Ротный пригнул голову и вышел в раннее, но уже жаркое и пыльное чеченское утро.
- Пойдем... Только шнурки завяжу, - Минька слез с нар и потянулся к своим берцам, завозился со шнурками. Надев ботинки, он одним взмахом длинных ног перемахнул через ступеньки и выбрался наружу.
После полумрака блиндажа глазам стало больно от резанувшего по зрачкам солнца. Прищурившись, Минька поискал глазами ротного. Миненков стоял возле кустов метрах в десяти от дороги, курил, посвистывая. Майкл достал сигарету и, пряча от ветра огонек в ладонях, повернулся спиной к кустам, прикуривая.

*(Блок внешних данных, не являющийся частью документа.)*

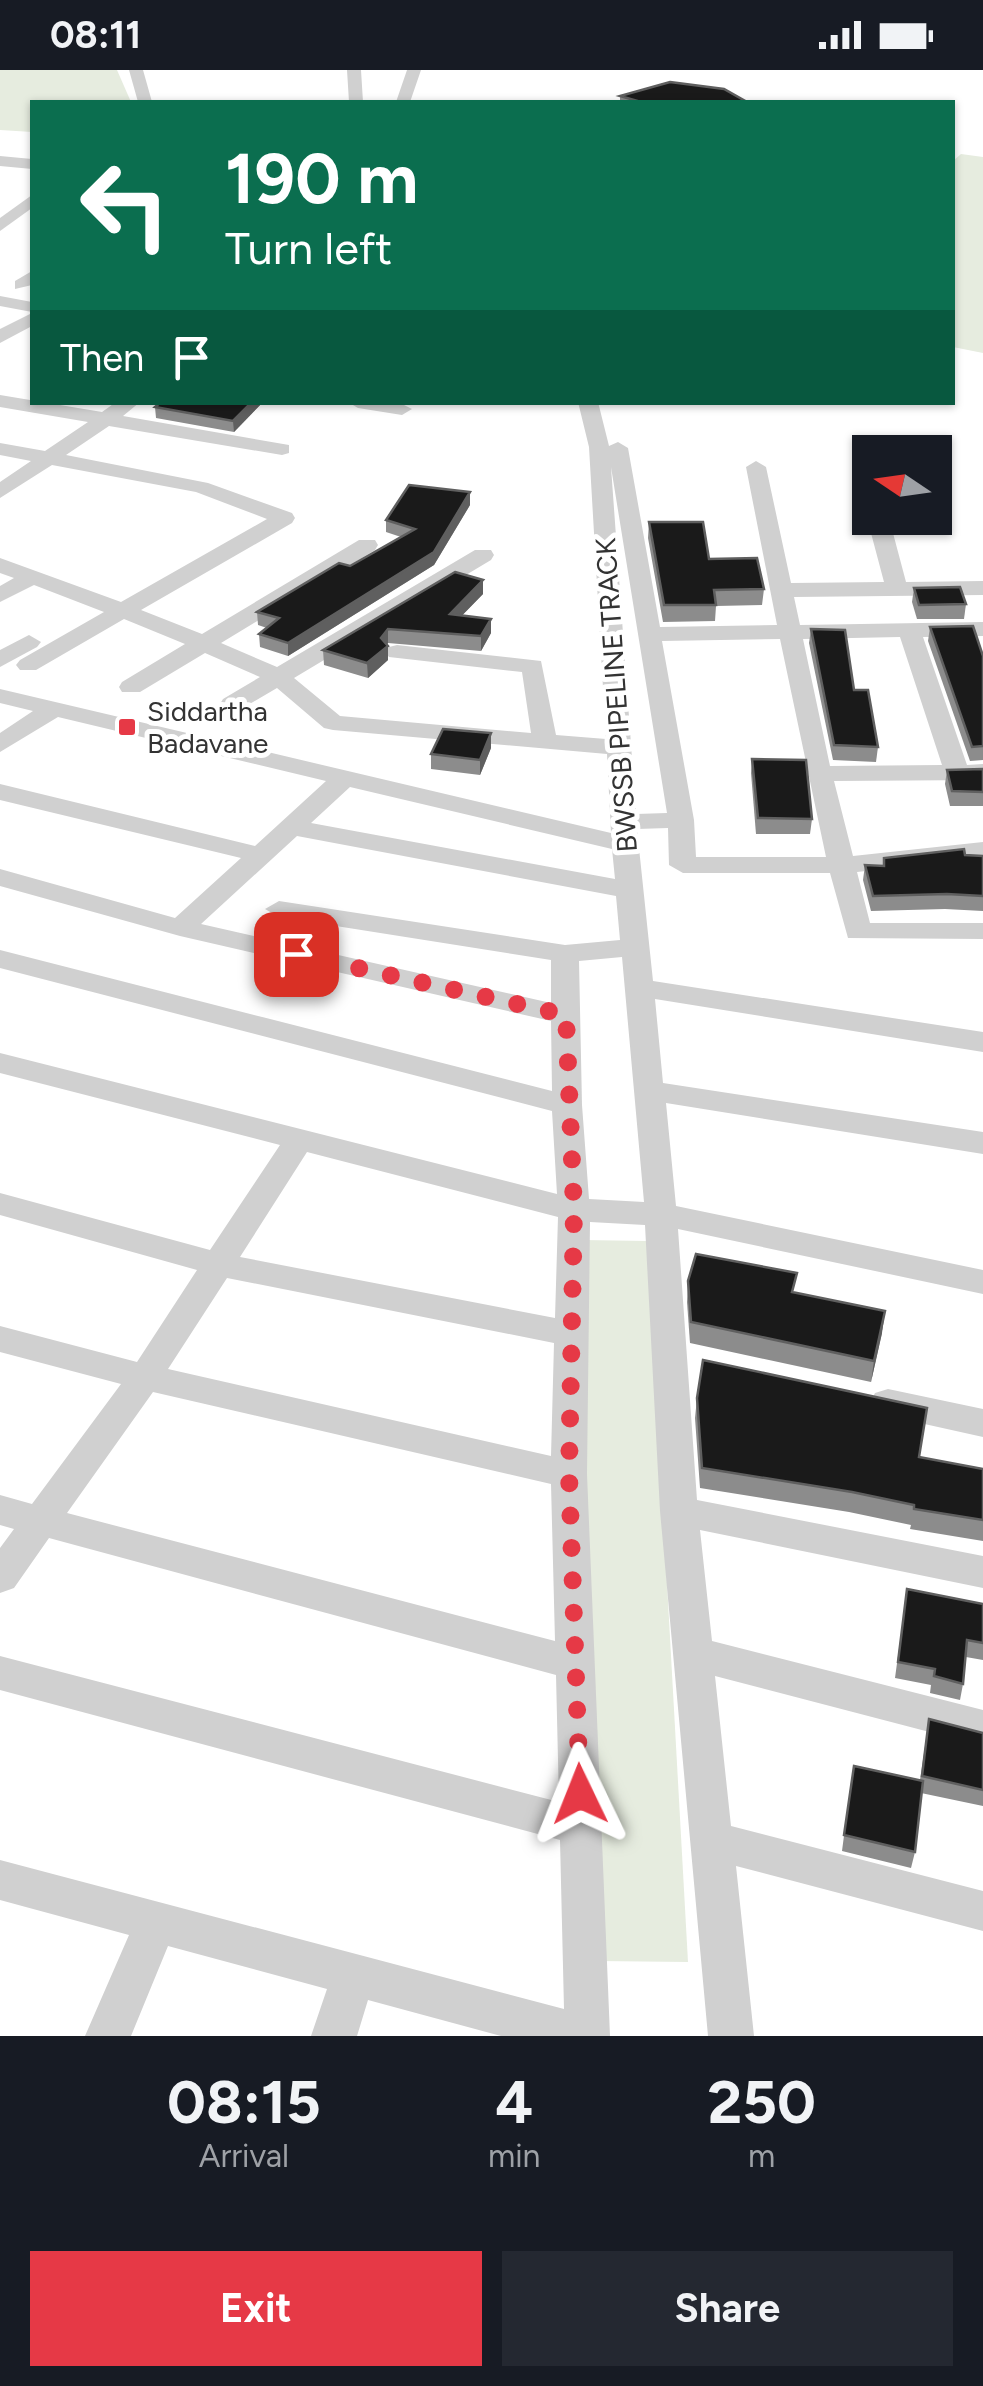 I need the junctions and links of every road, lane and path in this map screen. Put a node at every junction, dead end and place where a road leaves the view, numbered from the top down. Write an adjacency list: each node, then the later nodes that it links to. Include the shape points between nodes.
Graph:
1 (136, 70): 4 (street)
2 (354, 70): 5 (street)
3 (414, 70): 6 (street)
4 (144, 100)
5 (356, 100)
6 (404, 100)
7 (0, 160): 8 (street)
8 (30, 164)
9 (17, 208): 10 (street)
10 (0, 226)
11 (0, 302): 12 (street)
12 (30, 307)
13 (30, 320): 14 (street)
14 (0, 337)
15 (0, 401): 20 (street)
16 (127, 405): 20 (street)
17 (380, 405): 19 (street)
18 (589, 405): 51 (street, BWSSB PIPELINE TRACK, via 602,488)
19 (402, 408)
20 (108, 421): 23 (street); 24 (street)
21 (618, 448): 40 (street)
22 (0, 449): 24 (street)
23 (282, 449)
24 (53, 459): 26 (street); 36 (street, via 201,487 284,518)
25 (756, 467): 34 (street)
26 (0, 492)
27 (883, 535): 33 (street)
28 (366, 545): 41 (street)
29 (483, 555): 44 (street)
30 (0, 565): 31 (street)
31 (32, 577): 35 (street); 36 (street)
32 (983, 588): 33 (street)
33 (897, 589): 34 (street)
34 (781, 590): 39 (street)
35 (0, 596)
36 (119, 610): 41 (street); 43 (street, via 28,654)
37 (983, 629): 38 (street)
38 (909, 630): 39 (street); 52 (street)
39 (790, 632): 40 (street); 53 (street)
40 (648, 634): 56 (street)
41 (204, 644): 44 (street); 45 (street)
42 (397, 652): 50 (street, via 533,666)
43 (0, 660)
44 (276, 676): 47 (street); 50 (street, via 333,723)
45 (131, 688)
46 (0, 696): 48 (street)
47 (232, 704)
48 (52, 710): 49 (street); 54 (street)
49 (0, 744)
50 (545, 744): 51 (street)
51 (619, 748): 58 (street, BWSSB PIPELINE TRACK)
52 (970, 772): 53 (street)
53 (819, 774): 61 (street)
54 (346, 777): 57 (street); 58 (street)
55 (0, 792): 60 (street)
56 (681, 820): 58 (street); 61 (street, via 684,865)
57 (291, 827): 60 (street); 63 (street)
58 (624, 833): 63 (street, BWSSB PIPELINE TRACK)
59 (983, 850): 61 (street)
60 (260, 856): 65 (street)
61 (842, 865): 66 (street, via 858,932)
62 (0, 878): 65 (street)
63 (629, 890): 67 (street, BWSSB PIPELINE TRACK)
64 (279, 909): 68 (street)
65 (180, 928): 71 (street)
66 (983, 931)
67 (635, 947): 68 (street); 70 (street, BWSSB PIPELINE TRACK)
68 (565, 954): 71 (street)
69 (0, 960): 75 (street)
70 (640, 988): 72 (street); 74 (street, BWSSB PIPELINE TRACK)
71 (566, 1015): 75 (street)
72 (983, 1042)
73 (3, 1068): 76 (street)
74 (647, 1090): 77 (street); 80 (street, BWSSB PIPELINE TRACK)
75 (568, 1105): 79 (street)
76 (299, 1140): 79 (street); 81 (street)
77 (983, 1142)
78 (0, 1204): 81 (street)
79 (574, 1210): 80 (street); 83 (street)
80 (661, 1214): 82 (street); 85 (street, BWSSB PIPELINE TRACK)
81 (221, 1265): 83 (street); 87 (street)
82 (983, 1282)
83 (571, 1334): 90 (street)
84 (0, 1339): 87 (street)
85 (670, 1357): 86 (street); 92 (street, BWSSB PIPELINE TRACK)
86 (709, 1366)
87 (145, 1377): 90 (street); 93 (street)
88 (846, 1394): 89 (street)
89 (983, 1423)
90 (569, 1474): 97 (street)
91 (0, 1510): 93 (street)
92 (679, 1511): 94 (street); 96 (street, BWSSB PIPELINE TRACK)
93 (40, 1522): 95 (street); 97 (street)
94 (983, 1572)
95 (0, 1578)
96 (692, 1653): 99 (street); 101 (street, BWSSB PIPELINE TRACK)
97 (576, 1663): 100 (street)
98 (0, 1673): 100 (street)
99 (983, 1728)
100 (581, 1828): 108 (street)
101 (710, 1840): 103 (street); 109 (street, BWSSB PIPELINE TRACK)
102 (0, 1880): 104 (street)
103 (983, 1911)
104 (156, 1923): 105 (street); 106 (street)
105 (353, 1976): 107 (street); 108 (street)
106 (108, 2036)
107 (334, 2036)
108 (585, 2036)
109 (731, 2036)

На дороге, скрипнув тормозами, остановился «вэвэшный» БТР. Сидевшие на броне пропыленные солдаты рассеянным, ни на чем не останавливающимся взглядом блуждали по блокпосту, блиндажу, кустам, будто до черноты загорелому Миньке... Черт! Фигура парня в российском камуфляже неожиданно выпала из привычной картинки своих. Кто это? Один за одним взгляды «вэвэшников» стали останавливаться на Миньке, будто на мишени. Первым «прозрел» конопатый сержант.

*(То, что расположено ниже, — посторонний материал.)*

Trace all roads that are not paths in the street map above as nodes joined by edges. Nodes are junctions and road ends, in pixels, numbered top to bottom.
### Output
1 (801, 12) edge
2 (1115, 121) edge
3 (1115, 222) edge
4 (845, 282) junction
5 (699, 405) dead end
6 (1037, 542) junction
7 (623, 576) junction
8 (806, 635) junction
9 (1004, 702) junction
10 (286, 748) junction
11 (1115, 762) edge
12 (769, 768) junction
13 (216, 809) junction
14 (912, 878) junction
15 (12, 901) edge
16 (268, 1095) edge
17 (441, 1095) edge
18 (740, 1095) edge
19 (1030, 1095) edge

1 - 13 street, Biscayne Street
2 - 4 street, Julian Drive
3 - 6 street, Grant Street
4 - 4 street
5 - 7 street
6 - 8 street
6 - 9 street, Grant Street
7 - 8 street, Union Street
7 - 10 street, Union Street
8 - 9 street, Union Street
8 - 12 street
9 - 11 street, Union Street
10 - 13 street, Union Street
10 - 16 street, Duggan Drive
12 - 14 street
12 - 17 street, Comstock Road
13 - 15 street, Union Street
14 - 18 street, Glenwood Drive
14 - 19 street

- О-о-о! - медленно протянул он и, словно боясь спугнуть Миньку, потянулся к автомату, не отводя от него глаз, сразу ставших жесткими и холодными. Миньку охватило нехорошее предчувствие, по спине побежали мурашки.

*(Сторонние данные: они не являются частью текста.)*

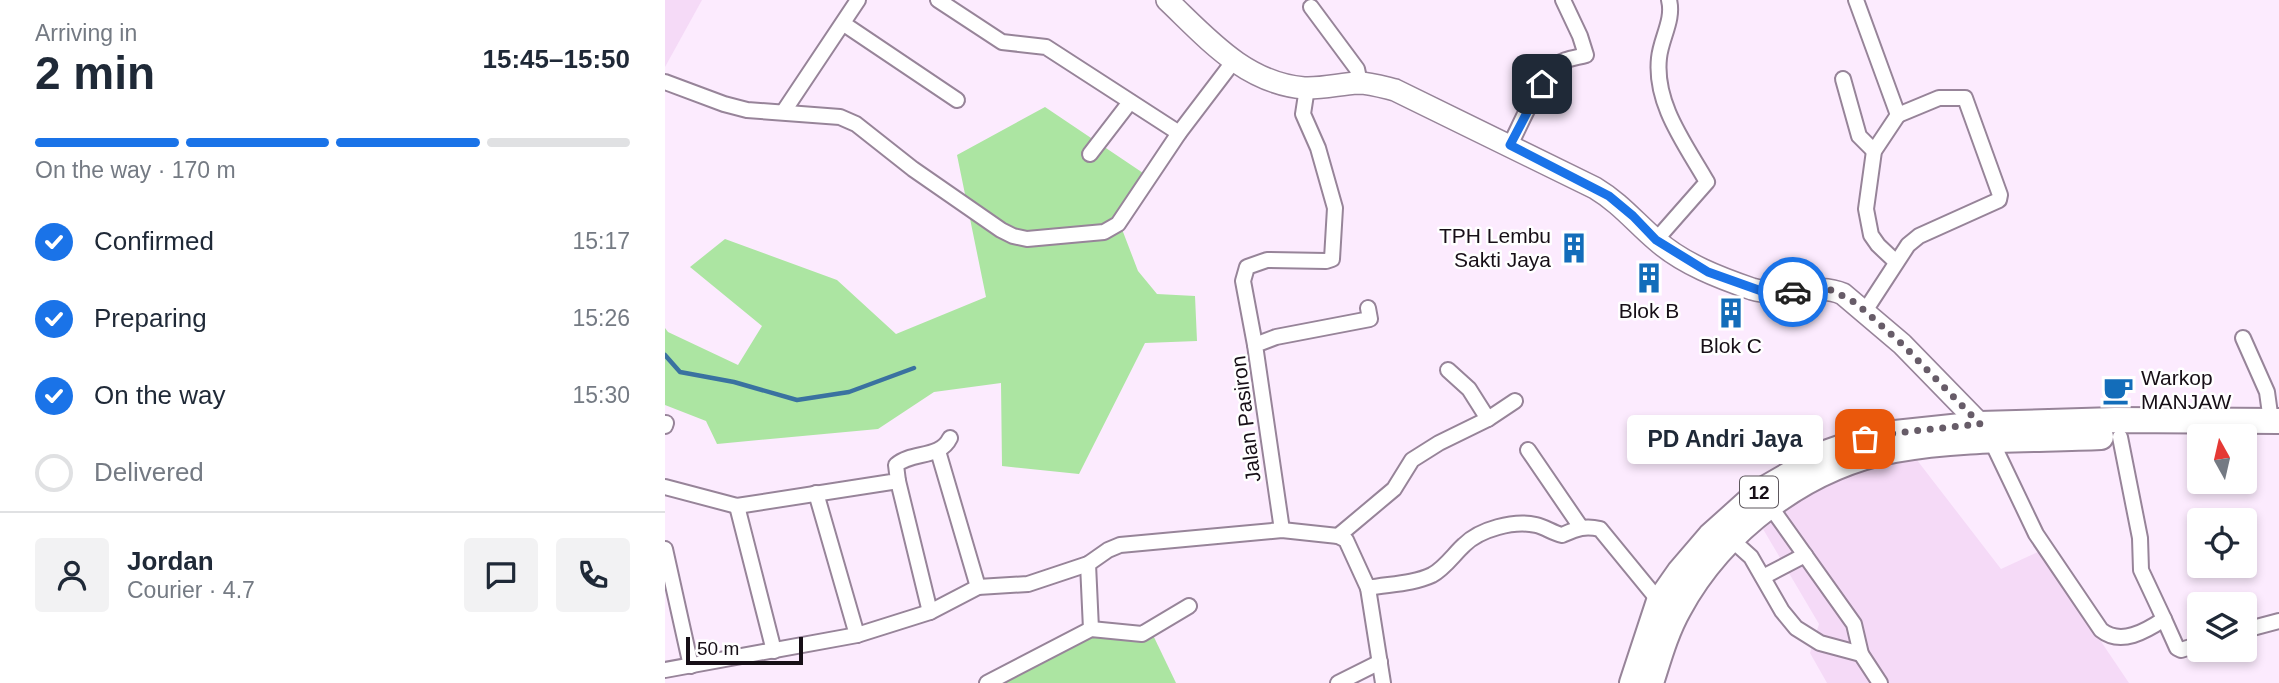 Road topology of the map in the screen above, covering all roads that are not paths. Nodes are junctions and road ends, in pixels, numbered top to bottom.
1 (858, 0) edge
2 (938, 0) edge
3 (1167, 0) edge
4 (1563, 0) edge
5 (1669, 0) edge
6 (1856, 0) edge
7 (1311, 6) dead end
8 (844, 24) junction
9 (1233, 62) junction
10 (1843, 79) dead end
11 (665, 82) edge
12 (1360, 83) junction
13 (1307, 88) junction
14 (957, 100) dead end
15 (1130, 102) junction
16 (784, 111) junction
17 (1898, 115) junction
18 (1179, 133) junction
19 (1510, 145) junction
20 (1874, 151) junction
21 (1090, 154) dead end
22 (1656, 240) junction
23 (1896, 262) junction
24 (1368, 308) dead end
25 (1865, 311) junction
26 (2243, 338) dead end
27 (1255, 345) junction
28 (1448, 369) dead end
29 (1515, 401) dead end
30 (1488, 419) junction
31 (2276, 426) edge
32 (2257, 430) edge
33 (1986, 433) junction
34 (2187, 436) edge
35 (2120, 437) junction
36 (950, 438) dead end
37 (1528, 450) dead end
38 (938, 451) junction
39 (898, 481) junction
40 (665, 487) edge
41 (815, 494) junction
42 (737, 506) junction
43 (1770, 506) junction
44 (1580, 526) junction
45 (1282, 530) junction
46 (1338, 536) junction
47 (1731, 539) junction
48 (665, 549) edge
49 (1805, 555) junction
50 (1088, 564) junction
51 (1763, 577) junction
52 (978, 587) junction
53 (1368, 588) junction
54 (1659, 601) junction
55 (1189, 606) dead end
56 (930, 612) junction
57 (2164, 619) junction
58 (2279, 621) edge
59 (2257, 627) edge
60 (1091, 629) junction
61 (857, 635) junction
62 (2187, 648) edge
63 (774, 651) junction
64 (1861, 654) junction
65 (1380, 662) junction
66 (691, 666) junction
67 (665, 670) edge
68 (987, 683) edge
69 (1338, 683) edge
70 (1383, 683) edge
71 (1632, 683) edge
72 (1651, 683) edge
73 (1880, 683) edge

1 - 8 street
2 - 15 street
3 - 9 main road
4 - 19 street
5 - 22 street
6 - 17 street
7 - 12 street
8 - 14 street
8 - 16 street
9 - 13 main road
9 - 18 street
10 - 20 street
11 - 16 street
12 - 13 main road
12 - 19 main road
13 - 27 street
15 - 18 street
15 - 21 street
16 - 18 street
17 - 20 street
17 - 23 street
19 - 22 main road
20 - 23 street
22 - 25 main road
23 - 25 street
24 - 27 street, Jalan Pasiron
25 - 33 main road
26 - 31 street
27 - 45 street, Jalan Pasiron
28 - 30 street
29 - 30 street
30 - 46 street
31 - 32 highway
31 - 33 highway, 12
33 - 35 highway, 12
33 - 43 highway, 12
33 - 54 highway, 12
33 - 57 street
34 - 35 highway, 12
35 - 57 street
36 - 38 street
37 - 44 street
38 - 39 street
38 - 52 street
39 - 41 street
39 - 56 street
40 - 42 street
41 - 42 street
41 - 61 street
42 - 63 street
43 - 47 highway, 12
43 - 49 street
44 - 53 street
44 - 54 street
45 - 46 street
45 - 50 street
46 - 53 street
47 - 51 street
47 - 72 highway, 12
48 - 66 street
49 - 51 street
49 - 64 street
50 - 52 street
50 - 60 street
51 - 64 street
52 - 56 street
53 - 65 street
54 - 71 highway, 12
55 - 60 street
56 - 61 street
57 - 62 street
58 - 59 street
60 - 68 street
61 - 63 street
63 - 66 street
64 - 73 street
65 - 69 street
65 - 70 street
66 - 67 street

Тут же на броне началось движение, послышались голоса:
- Смотри, «чех»...
- Араб!
- Наемник, сука!
Минька замер. Сигарета приклеилась к нижней губе, догоревшая спичка обожгла пальцы. «Сейчас пристрелят!» - понял он, глядя как целый взвод «вэвэшников», путаясь в ремнях, суетливо срывает с плеч автоматы.
- Э… Эй-эй! Эй, мужики, вы чего?! Вы чего, мужики... - заорал из-за спины Миньки ротный.
Оценив ситуацию, капитан метровыми скачками помчался к своему бойцу, втиснулся между ним и «вэвэшниками».
- Мужики, вы чего?! Это ж свой, русский! Свой он! Просто он... - ротный запнулся на секунду, посмотрел на Миньку, затем развел руками, - просто он негр!
* * *
Отыскать в Серпухове младшего сержанта запаса Минина Траоре оказалось не так-то просто. Запутавшись в нагромождении улиц Лесных, которых в маленьком городе целых три, я окончательно потерял надежду встретиться с Минином.
Впрочем, чем глубже я погружался в «лесную чащобу», тем ощутимее прорисовывалась цель.
- Минин Траоре? А, это Минька, что ль? Конечно, знаем, - участливо отвечали на улицах прохожие. - Пройдите дальше, до перекрестка, а там вам подскажут. Его тут каждый знает.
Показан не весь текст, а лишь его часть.